A Pentagon spokesman, rear admiral John Kirby, says Bergdahl arrived early today at Brooke Army Medical Center in San Antonio on a flight from Ramstein Air Base. He is expected to be reunited there with his family.
He was captured in Afghanistan in June 2009 and released by the Taliban on May 31 in a deal struck by the Obama administration in which five Taliban officials were released from detention.

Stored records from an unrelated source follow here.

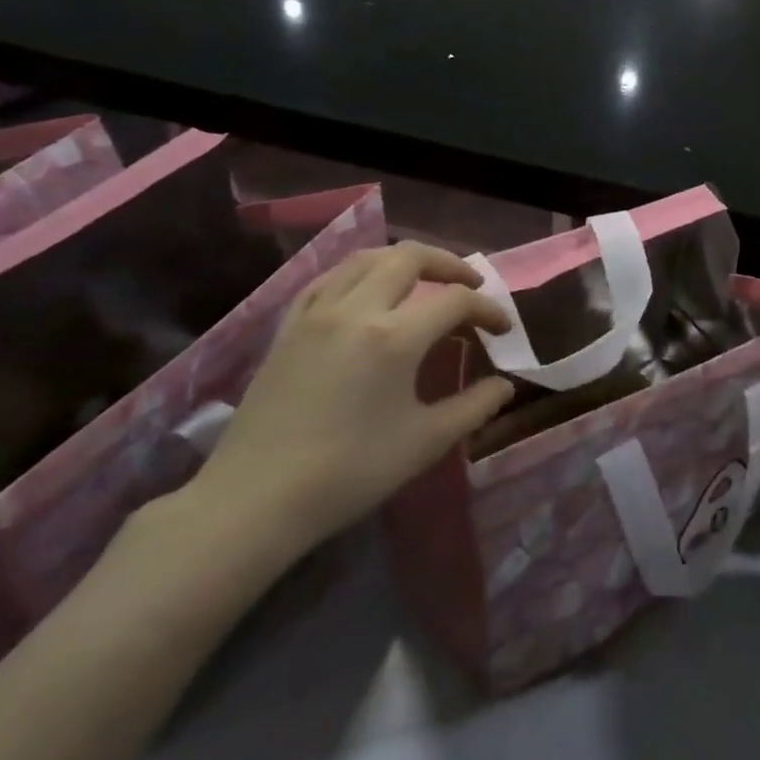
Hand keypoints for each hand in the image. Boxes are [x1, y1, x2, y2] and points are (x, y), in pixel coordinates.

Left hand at [190, 243, 512, 559]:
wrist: (254, 501)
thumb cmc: (349, 472)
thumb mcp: (425, 442)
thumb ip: (474, 407)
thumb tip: (504, 385)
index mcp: (394, 337)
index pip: (455, 301)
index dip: (488, 310)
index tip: (503, 331)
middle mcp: (355, 310)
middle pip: (409, 258)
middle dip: (449, 265)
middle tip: (471, 286)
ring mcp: (316, 314)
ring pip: (366, 259)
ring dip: (404, 261)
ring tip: (425, 280)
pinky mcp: (288, 328)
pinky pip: (329, 279)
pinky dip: (359, 274)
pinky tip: (368, 292)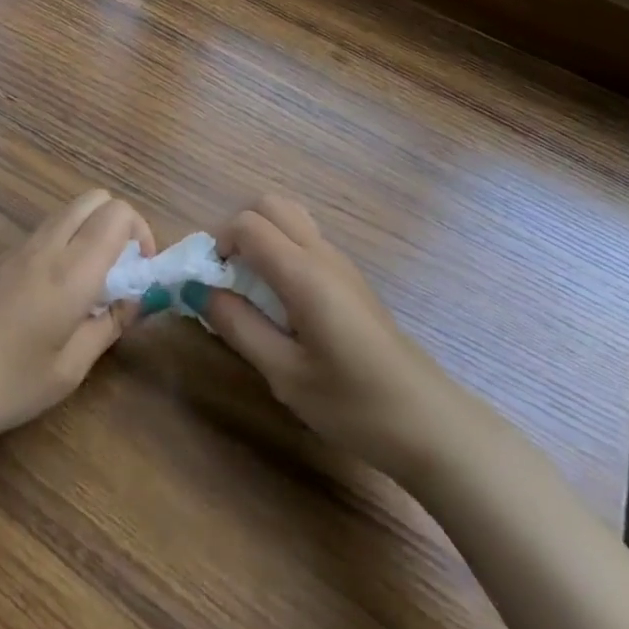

Kirby says that Bergdahl will "continue the next phase of his reintegration process" at the Texas base.
Before his departure from Germany on Thursday, officials in Washington said Bergdahl will not receive the automatic army promotion that would have taken effect this month if he were still in captivity.
Now that he is back in US military control, any future promotions would depend on his performance and achievement of certain training and education milestones.
Officials have kept a lid on details of Bergdahl's condition out of concern that he not be rushed back into the public spotlight after a lengthy period in captivity and amid a public uproar over the circumstances of his capture and release.
Officials also said Thursday that the army has not yet formally begun a new review into the circumstances of Bergdahl's capture and whether he walked away without leave or was deserting the army when he was found and taken by insurgents.
The answers to those questions will be key to whether Bergdahl will receive more than 300,000 dollars (£177,000) in back pay owed to him since he disappeared. If he was determined to have been a prisoner of war, he also could receive roughly another 300,000 dollars or more, if recommended and approved by army leaders.
Bergdahl was released from Taliban captivity on May 31 and has been at Landstuhl Regional Medical Center in Germany since June 1.
Many have criticised the Obama administration for agreeing to release five Taliban prisoners in exchange for Bergdahl. Some of Bergdahl's former army colleagues have accused him of deserting his post.
Critics also have said the five Taliban members could return to the battlefield. Administration officials have told Congress that four of the five Taliban officials will probably rejoin the fight.